In fact the fashion market is all about ridiculous virtue signalling at
absolutely ridiculous prices - like the Vertu range, which takes an average
phone and wraps it in some leather and chrome bling, dresses up the marketing
copy with "craftsmanship" "exclusive" etc etc etc and charges five figures for
it.

The key point is _ridiculous_ pricing. Not just the very high end of
affordable, like Apple. But the kind of ridiculous that only works for the
0.1%.

So Apple was never going to be Gucci-of-tech, or LV, or H. Or even Vertu.
Because Apple is never going to charge $20k for its main iPhone range. And
unless it does, it can't be a serious fashion brand.

In fact Apple's strong point was always its appeal to the exclusivity of the
_creative_ market - talent, intelligence, inventiveness, and art. It's a
completely different exclusivity - more accessible but also sexier - than the
mass market appeal of the expensive-but-trying-too-hard mid-market brands that
Apple has ended up in.

Cook has done an excellent job of destroying that creative entrepreneurial
foundation. This has made a lot of money for Apple in the medium term, but at
the cost of the good will and loyalty of its core fans.

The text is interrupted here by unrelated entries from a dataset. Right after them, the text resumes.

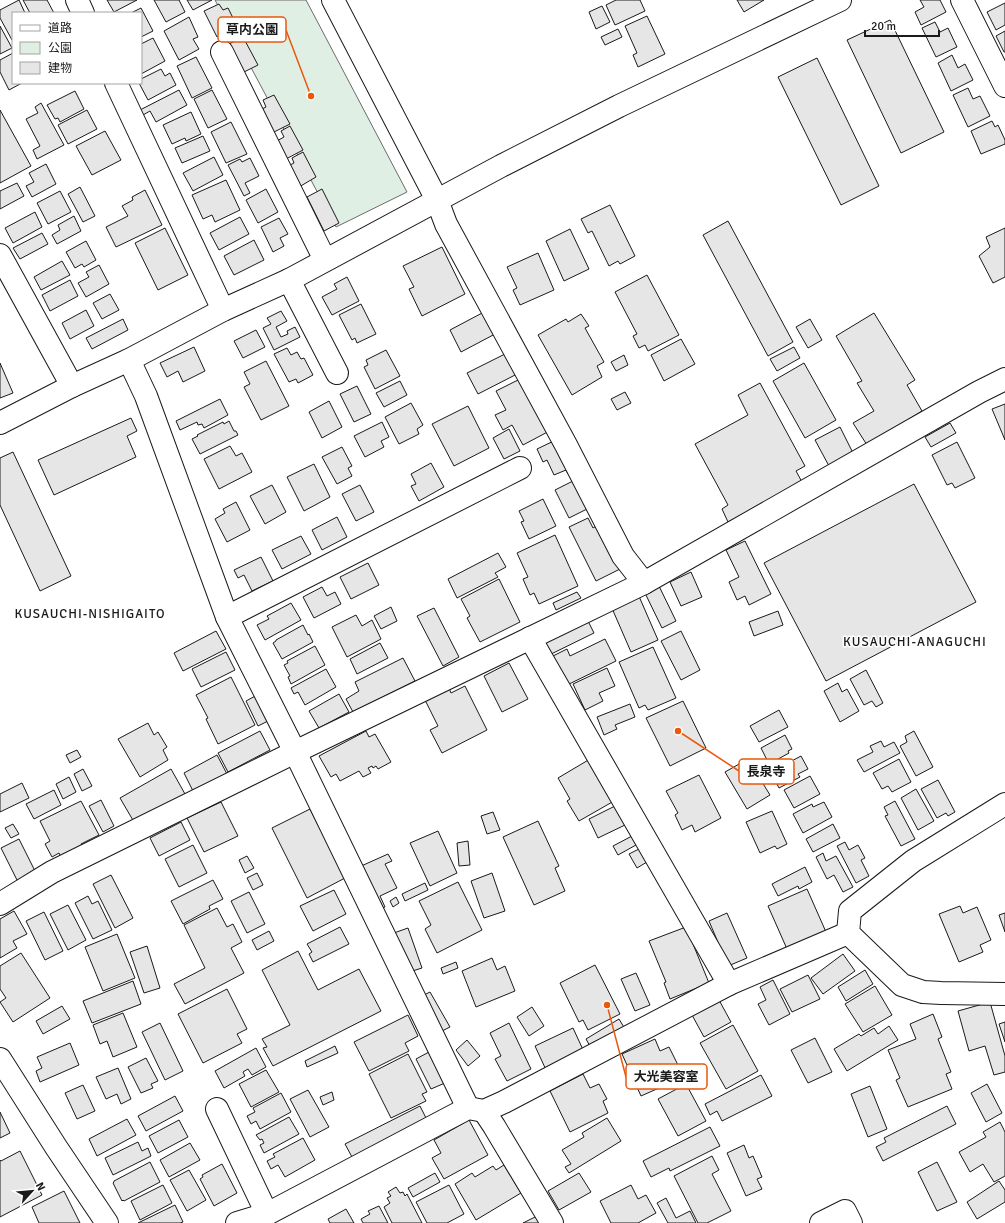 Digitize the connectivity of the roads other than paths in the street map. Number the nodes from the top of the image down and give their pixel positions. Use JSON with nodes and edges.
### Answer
{"nodes":[{"id":1,"x":77,"y":0,"type":"edge"},
{"id":2,"x":333,"y":0,"type":"edge"},
{"id":3,"x":840,"y":0,"type":"edge"},
{"id":4,"x":962,"y":0,"type":"edge"},
{"id":5,"x":810,"y":7,"type":"edge"},
{"id":6,"x":83,"y":12,"type":"edge"},
{"id":7,"x":222,"y":52,"type":"dead end"},
{"id":8,"x":116,"y":84,"type":"edge"},
{"id":9,"x":1005,"y":86,"type":"edge"},
{"id":10,"x":437,"y":200,"type":"junction"},
{"id":11,"x":0,"y":255,"type":"edge"},
{"id":12,"x":326,"y":260,"type":"junction"},
{"id":13,"x":289,"y":280,"type":"junction"},
{"id":14,"x":223,"y":310,"type":"junction"},
{"id":15,"x":129,"y":360,"type":"junction"},
{"id":16,"x":337,"y":373,"type":"dead end"},
{"id":17,"x":1005,"y":379,"type":"edge"},
{"id":18,"x":72,"y":386,"type":"junction"},
{"id":19,"x":0,"y":423,"type":"edge"},
{"id":20,"x":520,"y":468,"type":"dead end"},
{"id":21,"x":644,"y":583,"type":"junction"},
{"id":22,"x":227,"y":617,"type":"junction"},
{"id":23,"x":530,"y":638,"type":"junction"},
{"id":24,"x":295,"y":752,"type":"junction"},
{"id":25,"x":1005,"y":804,"type":"edge"},
{"id":26,"x":0,"y":904,"type":"edge"},
{"id":27,"x":848,"y":933,"type":"junction"},
{"id":28,"x":729,"y":984,"type":"junction"},
{"id":29,"x":1005,"y":994,"type":"edge"},
{"id":30,"x":0,"y":1059,"type":"edge"},
{"id":31,"x":217,"y":1109,"type":"dead end"},
{"id":32,"x":476,"y":1109,"type":"junction"},
{"id":33,"x":267,"y":1214,"type":"junction"},
{"id":34,"x":107,"y":1223,"type":"edge"},
{"id":35,"x":237,"y":1223,"type":"edge"},
{"id":36,"x":552,"y":1223,"type":"edge"},
{"id":37,"x":822,"y":1223,"type":"edge"},
{"id":38,"x":851,"y":1223,"type":"edge"}],
"edges":[{"from":1,"to":6,"type":"street"},
{"from":2,"to":10,"type":"street"},
{"from":3,"to":5,"type":"street"},
{"from":4,"to":9,"type":"street"},
{"from":5,"to":10,"type":"street"},
{"from":7,"to":12,"type":"street"},
{"from":8,"to":14,"type":"street"},
{"from":10,"to":12,"type":"street"},
{"from":10,"to":21,"type":"street"},
{"from":11,"to":18,"type":"street"},
{"from":12,"to":13,"type":"street"},
{"from":13,"to":14,"type":"street"},
{"from":13,"to":16,"type":"street"},
{"from":14,"to":15,"type":"street"},
{"from":15,"to":18,"type":"street"},
{"from":15,"to":22,"type":"street"},
{"from":17,"to":21,"type":"street"},
{"from":18,"to":19,"type":"street"},
{"from":20,"to":22,"type":"street"},
{"from":21,"to":23,"type":"street"},
{"from":22,"to":24,"type":"street"},
{"from":23,"to":24,"type":"street"},
{"from":23,"to":28,"type":"street"},
{"from":24,"to":26,"type":"street"},
{"from":24,"to":32,"type":"street"},
{"from":25,"to":27,"type":"street"},
{"from":27,"to":28,"type":"street"},
{"from":27,"to":29,"type":"street"},
{"from":28,"to":32,"type":"street"},
{"from":30,"to":34,"type":"street"},
{"from":31,"to":33,"type":"street"},
{"from":32,"to":33,"type":"street"},
{"from":32,"to":36,"type":"street"},
{"from":33,"to":35,"type":"street"},
{"from":37,"to":38,"type":"street"}]}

That won't seem like a problem if you're a bean counter, but it's a huge
vulnerability for the brand. It means Apple has shaved off more and more of
its USP, and now it's vulnerable to imitators in some of its key territories.

------
ancorevard
China's economy is looking scary at this point.

Also from Bloomberg: Chinese consumer tax receipts down 70% in November.
[https://www.bloomberg.com/opinion/articles/2018-12-31/china-...](https://www.bloomberg.com/opinion/articles/2018-12-31/china-
s-economic-slowdown-is-worsening-stop-dithering-beijing)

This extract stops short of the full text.